Transparent watercolor, with touches of opaque watercolor, rewetting, blotting, scraping and graphite, on thick, moderately textured (twill texture on verso), ivory wove paper
355 x 554 mm
Signed recto, lower left, in graphite: “Sketch from Nature”; in brown watercolor over graphite: “Dec 22 1903”; in brown watercolor over black watercolor over graphite: “HOMER”
Inscribed verso, center, in graphite: "M.K.W.C. 1021-//Stowing Sail, Bahamas"; upper left, in graphite, “25811”; upper right, in graphite, “8”
Mr. and Mrs. Martin A. Ryerson Collection, 1933.1252

Goodrich 1741

Homer created sparkling watercolor sketches of sailboats in Bahamian waters during his 1898-99 Bahamas trip. When he visited Key West, Florida, in the winter of 1903-04, he further indulged his interest in the details of local boating. There, Homer painted Stowing Sail on December 22, 1903. Everything about this watercolor points toward rapid, plein-air execution.

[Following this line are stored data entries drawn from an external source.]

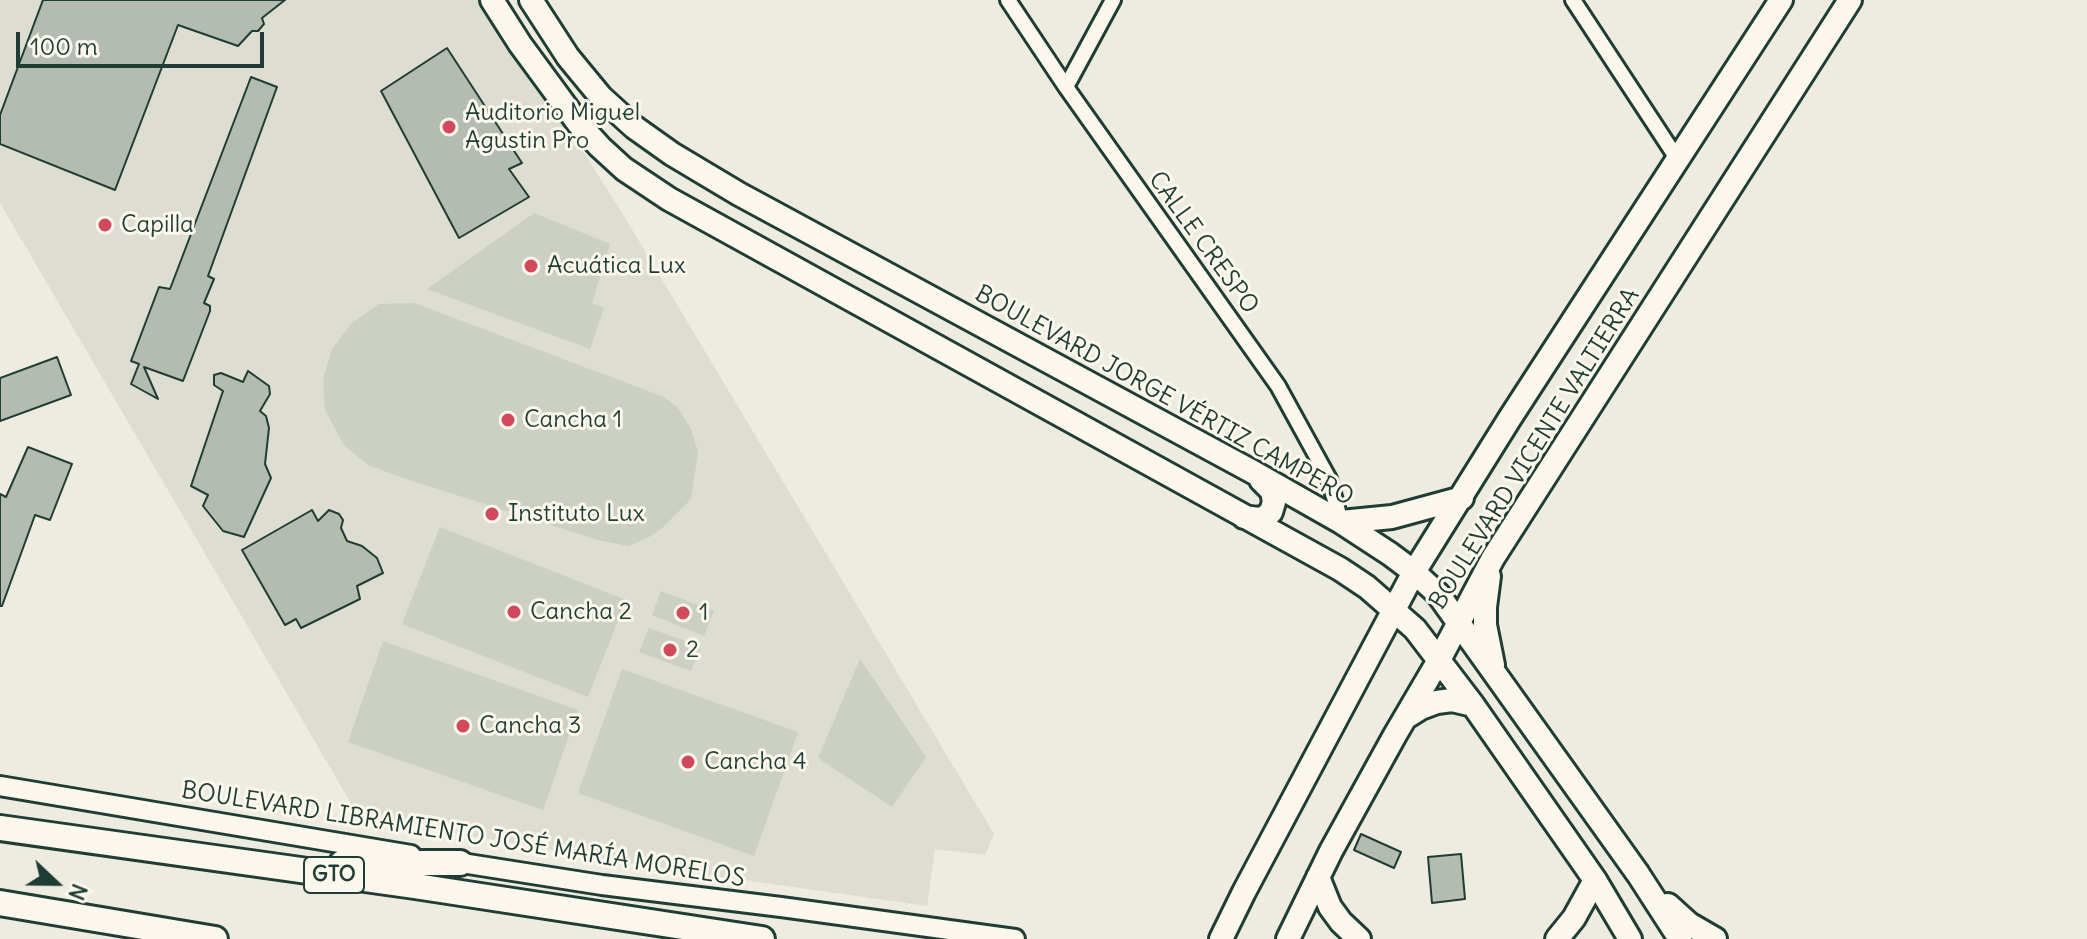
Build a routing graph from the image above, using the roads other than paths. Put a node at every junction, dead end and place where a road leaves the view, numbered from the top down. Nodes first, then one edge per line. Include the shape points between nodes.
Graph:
1 (492, 0) edge
2 (531, 0) edge
3 (1008, 0) edge
4 (1113, 0) edge
5 (1573, 0) edge
6 (1781, 0) edge
7 (1850, 0) edge
8 (1066, 87) junction
9 (1678, 160) junction
10 (1253, 472) junction
11 (1462, 498) junction
12 (1244, 517) junction
13 (1341, 522) junction
14 (1493, 558) junction
15 (1414, 572) junction
16 (1393, 609) junction
17 (1458, 622) junction
18 (1439, 660) junction
19 (1496, 678) junction
20 (1473, 705) junction
21 (1404, 719) junction
22 (0, 786) edge
23 (0, 828) edge
24 (253, 863) junction
25 (460, 863) junction
26 (1638, 874) junction
27 (1318, 877) junction
28 (1595, 880) junction
29 (0, 903) edge
30 (215, 939) edge
31 (762, 939) edge
32 (1015, 939) edge
33 (1221, 939) edge
34 (1288, 939) edge
35 (1359, 939) edge
36 (1557, 939) edge
37 (1630, 939) edge
38 (1680, 939) edge
39 (1715, 939) edge

1 - 12 main road via 578,123 624,169 669,199
2 - 10 main road, BOULEVARD JORGE VÉRTIZ CAMPERO via 601,97 672,154
3 - 8 street, CALLE CRESPO
4 - 8 street
5 - 9 street
6 - 9 main road, BOULEVARD VICENTE VALTIERRA
7 - 14 main road, BOULEVARD VICENTE VALTIERRA
8 - 13 street, CALLE CRESPO via 1278,386 1329,479
9 - 11 main road, BOULEVARD VICENTE VALTIERRA
10 - 12 main road via 1272,491 1274,502 1265,517
10 - 13 main road, BOULEVARD JORGE VÉRTIZ CAMPERO
11 - 13 main road via 1392,517
11 - 15 main road, BOULEVARD VICENTE VALTIERRA
12 - 16 main road via 1340,569
13 - 15 main road, BOULEVARD JORGE VÉRTIZ CAMPERO
14 - 17 main road, BOULEVARD VICENTE VALTIERRA
14 - 19 main road via 1485,625
15 - 16 main road, BOULEVARD VICENTE VALTIERRA
15 - 17 main road, BOULEVARD JORGE VÉRTIZ CAMPERO
16 - 18 main road
16 - 33 main road, BOULEVARD VICENTE VALTIERRA
17 - 18 main road, BOULEVARD VICENTE VALTIERRA
17 - 19 main road, BOULEVARD JORGE VÉRTIZ CAMPERO
18 - 20 main road
18 - 21 main road, BOULEVARD VICENTE VALTIERRA
19 - 26 main road, BOULEVARD JORGE VÉRTIZ CAMPERO
20 - 21 main road via 1437,702
20 - 28 main road
21 - 27 main road, BOULEVARD VICENTE VALTIERRA
22 - 25 street, BOULEVARD LIBRAMIENTO JOSÉ MARÍA MORELOS
23 - 24 main road, GTO
24 - 25 main road
24 - 31 main road, GTO
25 - 32 street, BOULEVARD LIBRAMIENTO JOSÉ MARÍA MORELOS
26 - 38 main road, BOULEVARD JORGE VÉRTIZ CAMPERO
26 - 39 main road via 1689,924
27 - 34 main road, BOULEVARD VICENTE VALTIERRA
27 - 35 main road via 1330,907
28 - 36 main road
28 - 37 main road
29 - 30 main road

The artist’s graphite underdrawing is a quick and sketchy series of lines that establish the major contours on the sheet. Pentiments, or shifts, in the underdrawing show that when he began the sketch, the figure was leaning further forward, gathering the sail over the back of the boat. This adjustment suggests that Homer was working quickly to keep up with the man’s progress.

Homer applied all of his washes directly within the forms marked in the underdrawing, working wet-on-wet, as if there were not enough time to wait for one to dry before adding the next. When he brushed the heavy, red stroke at the front of the boat, it bled upward into the still-wet blue shadow on the side.

Exhibition, Publication and Ownership Histories

Exhibition History

New York, The Museum of the Brooklyn Institute, "Water Colors by Winslow Homer," October 16–November 7, 1915, p. 9, cat. 44.

The Art Institute of Chicago, "Twenty Water Colors by Winslow Homer, Martin Ryerson Collection," January 5–June 16, 1916, no cat.

Pittsburgh, Pa., Carnegie Institute, "Winslow Homer and John Singer Sargent: An Exhibition of Water Colors," November 1–27, 1917, cat. 18; also traveled to the
Cleveland Museum of Art, November 30–December 31, 1917; the Toledo Museum of Art, January 1918; the Detroit Museum of Art, February 2–28, 1918; the Minneapolis Institute of Arts, March 1918; the Milwaukee Art Institute, April 1918; the City Art Museum of St. Louis, May 5–26, 1918; and the Memorial Art Gallery, University of Rochester, New York, June 6–July 7, 1918.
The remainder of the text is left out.